Definition: Thyroglossal cyst arises from the persistant thyroglossal duct.
Embryology: The thyroid gland originates from the foramen cecum present in the floor of the pharyngeal gut on the 17th day of gestation. The gland then descends in front of the pharynx as a bilobed diverticulum which is initially patent. It reaches its final position in the neck by the 7th week of gestation. The duct usually disappears by the 10th week of gestation. Persistence of any portion of this duct could give rise to thyroglossal cyst.
Clinical Photograph of a patient with Thyroglossal cyst
Diagram showing the embryology of thyroglossal cyst along with its possible locations
Since the hyoid bone develops later and joins from lateral to medial, the thyroglossal duct may get trapped in the substance of the body of hyoid bone, resulting in the tract running inside the body of the bone. The hyoid bone rotates to reach its adult position dragging the duct posteriorly and superiorly at the inferior edge of its body.
No natural internal opening of thyroglossal duct has been demonstrated at the level of foramen cecum so far. This has been attributed to the fact that the tongue and foramen cecum forms after the complete descent of the thyroglossal duct. Rarely a tract could be found at the level of foramen cecum. This tract has been attributed to the persistence of lingual duct, which represents the point of union between the anterior and posterior components of the tongue.
The lowermost portion of the thyroglossal duct could remain in some as the pyramidal lobe of the thyroid gland.
Theories of thyroglossal cyst:
Cystic degeneration: This theory suggests that recurrent throat infections could possibly stimulate the epithelial remnants of the tract causing it to undergo cystic degeneration.
Retention phenomenon: This theory suggests a block in the thyroglossal duct could cause the cyst to expand because of retained secretions. Foramen cecum has been postulated as the possible site of obstruction. The thyroglossal duct epithelium is supposed to contain mucinous and serous glands. The continued secretions from these glands could cause enlargement of the cyst.

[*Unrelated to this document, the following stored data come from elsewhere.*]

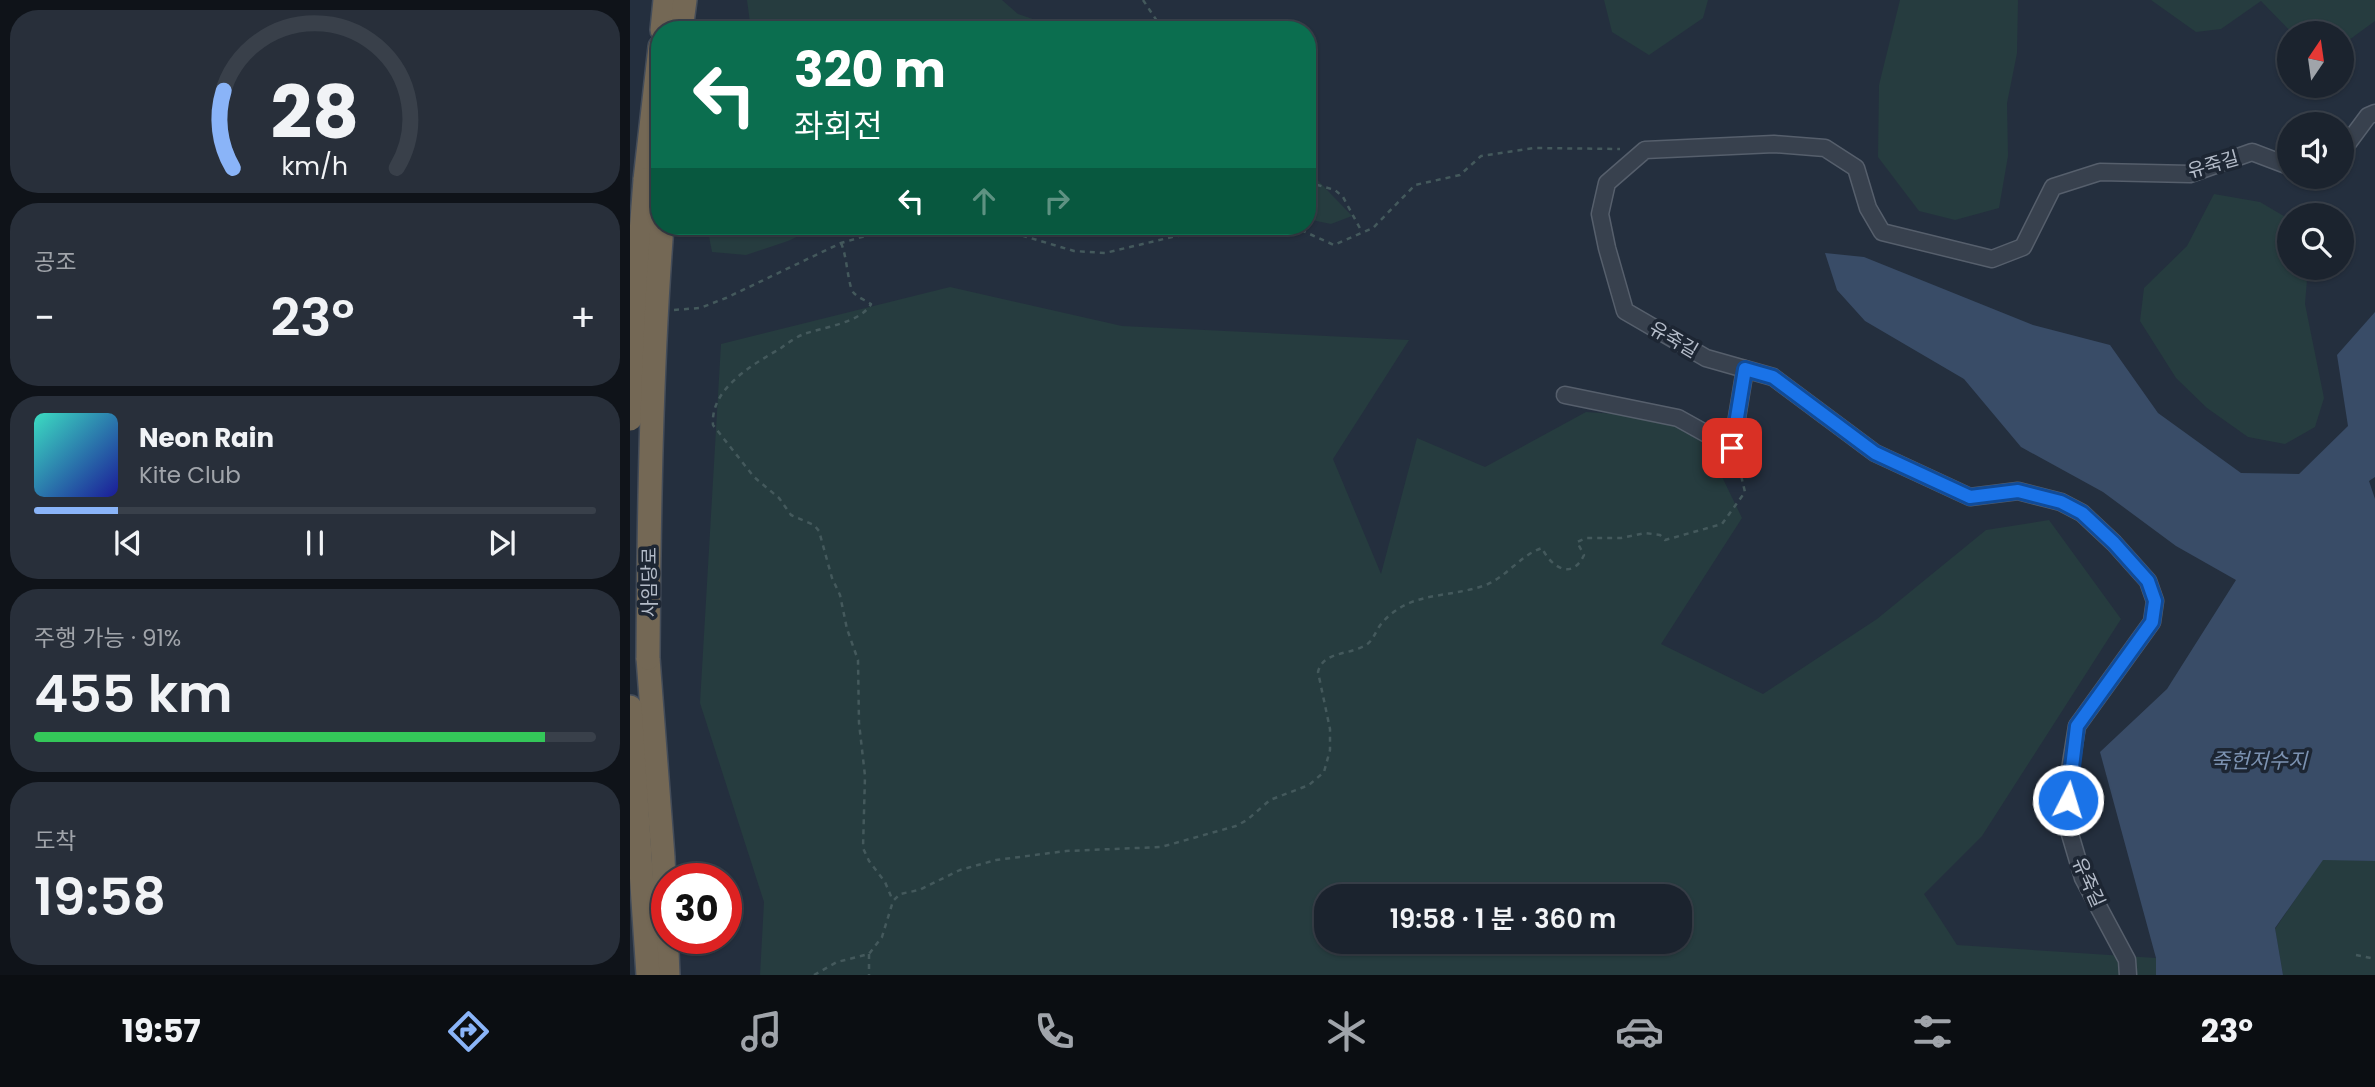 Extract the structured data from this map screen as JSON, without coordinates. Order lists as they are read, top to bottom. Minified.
{"streets":{"highway":["사임당로"],"street":["유죽길"]},"water":["죽헌저수지"],"north":"top","page":{"turn":["320 m","좌회전"],"tile":["공조",["주행 가능 · 91%","455 km"],["도착","19:58"]],"heat":["−","23°","+"],"song":["Neon Rain","Kite Club"],"limit":"30","trip":"19:58 · 1 분 · 360 m","tabs":["19:57","23°"],"gauge":["28","km/h"]}} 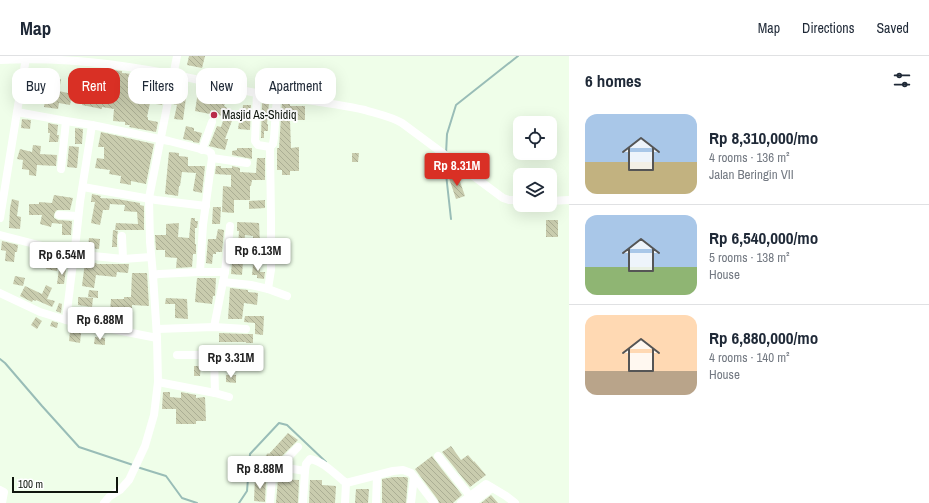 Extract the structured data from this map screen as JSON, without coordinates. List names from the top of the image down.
{
  "places": ["Masjid As-Shidiq"],
  "scale_bar": "100 m",
  "page": {
    "header": "Map",
    "nav": ["Map", "Directions", "Saved"],
    "heading": "6 homes",
    "chip": [
      "Buy",
      "Rent",
      "Filters",
      "New",
      "Apartment"
    ],
    "list": [
      {
        "name": "Rp 8,310,000/mo",
        "note": "4 rooms · 136 m² · Jalan Beringin VII"
      },
      {
        "name": "Rp 6,540,000/mo",
        "note": "5 rooms · 138 m² · House"
      },
      {
        "name": "Rp 6,880,000/mo",
        "note": "4 rooms · 140 m² · House"
      }
    ],
    "price": [
      "Rp 8.31M",
      "Rp 6.13M",
      "Rp 6.54M",
      "Rp 6.88M",
      "Rp 3.31M",
      "Rp 8.88M"
    ],
    "scale": "100 m"
  }
} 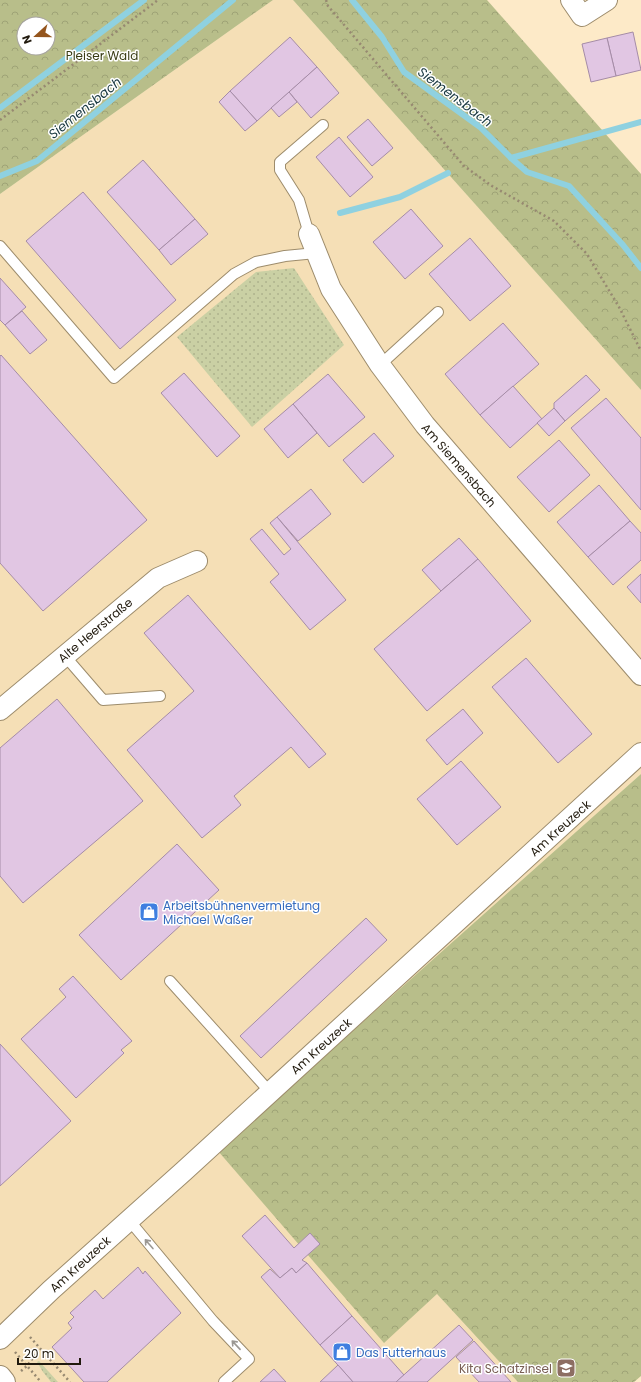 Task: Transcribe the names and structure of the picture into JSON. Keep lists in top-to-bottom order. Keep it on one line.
{"streets":{"street":["Am Siemensbach","Alte Heerstraße","Am Kreuzeck"]},"water":["Siemensbach"],"parks":["Pleiser Wald"],"places":{"shop":["Arbeitsbühnenvermietung Michael Waßer","Das Futterhaus"],"school or university":["Kita Schatzinsel"]},"scale_bar":"20 m","north":"left"} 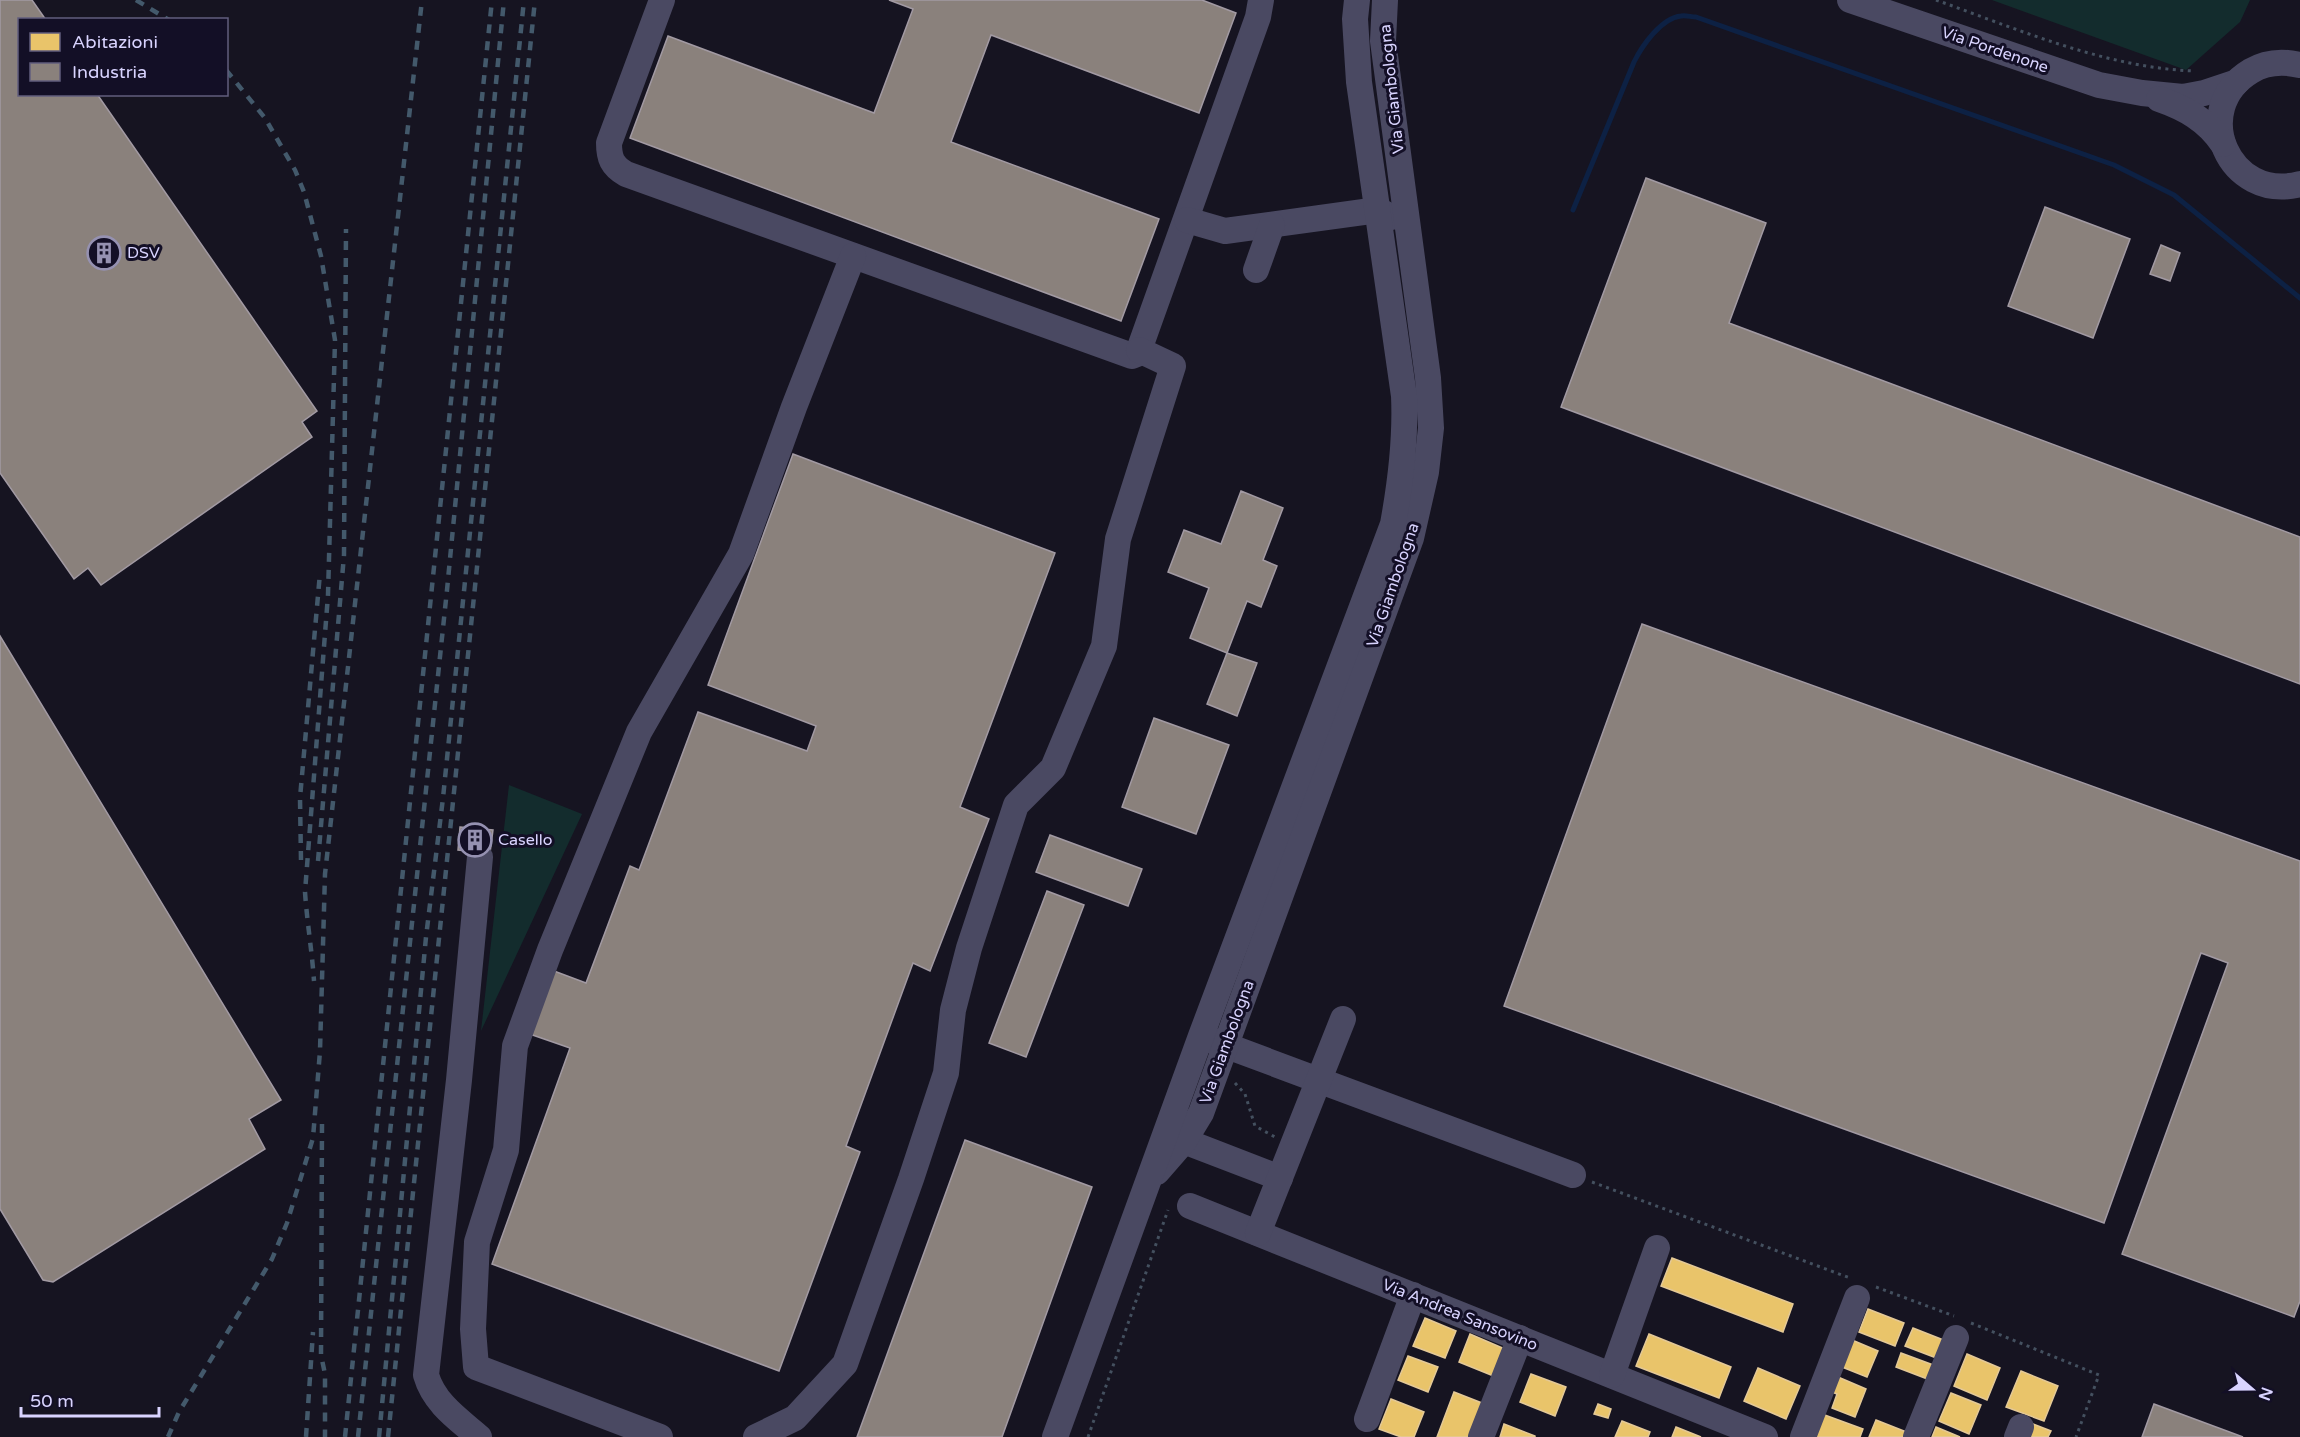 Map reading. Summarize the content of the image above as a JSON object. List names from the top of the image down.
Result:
{
  "streets": {
    "street": ["Via Pordenone", "Via Giambologna", "Via Andrea Sansovino"]
  },
  "places": {
    "building": ["DSV", "Casello"]
  },
  "legend": ["Abitazioni", "Industria"],
  "scale_bar": "50 m",
  "north": "right"
}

Clinical features: Thyroglossal cyst is the second commonest benign neck lesion next only to lymphadenopathy. Commonly it manifests as a cystic midline neck mass before the age of 5. The mass moves with deglutition and on protrusion of the tongue. Theoretically speaking the cyst could lie anywhere within the thyroglossal tract. These cysts may also be located laterally as well.
Site of occurrence:
1. Hyoidal - 61%
2. Suprahyoidal - 24%
3. Infrahyoid - 13%
4. Intralingual - 2%
The masses are invariably painless. When these cysts are associated with pain then infection of the cyst should be considered. Enlargement of intralingual cysts may cause respiratory obstruction.
Differential diagnosis: These cysts should be differentiated from
1. Dermoid cyst - cheesy secretion
2. Infected lymph node - purulent secretion
3. Lipoma - slippery edges
4. Sebaceous cyst - doughy feel
5. Hypertrophic pyramidal lobe of thyroid
Commonly these cyst could contain thyroid tissue, hence I 131 study should be considered in all patients with suprahyoid and infrahyoid masses. Rarely this could be the only functioning thyroid gland tissue.
CT scan neck showing cystic lesion in the anterior neck (thyroglossal cyst)
Is mainly surgery. The procedure commonly performed is Sistrunk operation which involves exposing the whole cyst along with its tract. The anterior portion of the body of the hyoid bone should be included in the dissection to prevent recurrence. It was Wenglowski who suggested that along with the body of hyoid bone a core of tissue between the hyoid bone and the tongue should also be removed to reduce the incidence of recurrence.
Causes of failure of Sistrunk operation:
1. Missing a dumb-bell cyst deep in the back of hyoid
2. A cyst which has already ruptured with formation of a number of pseudocysts
3. Leaving part of a cyst wall
4. Presence of multiple tracts
In the case of infected thyroglossal cyst a fistula may also form. If fistula occurs then it must be removed in toto. The mouth of the fistulous tract must be included in the incision.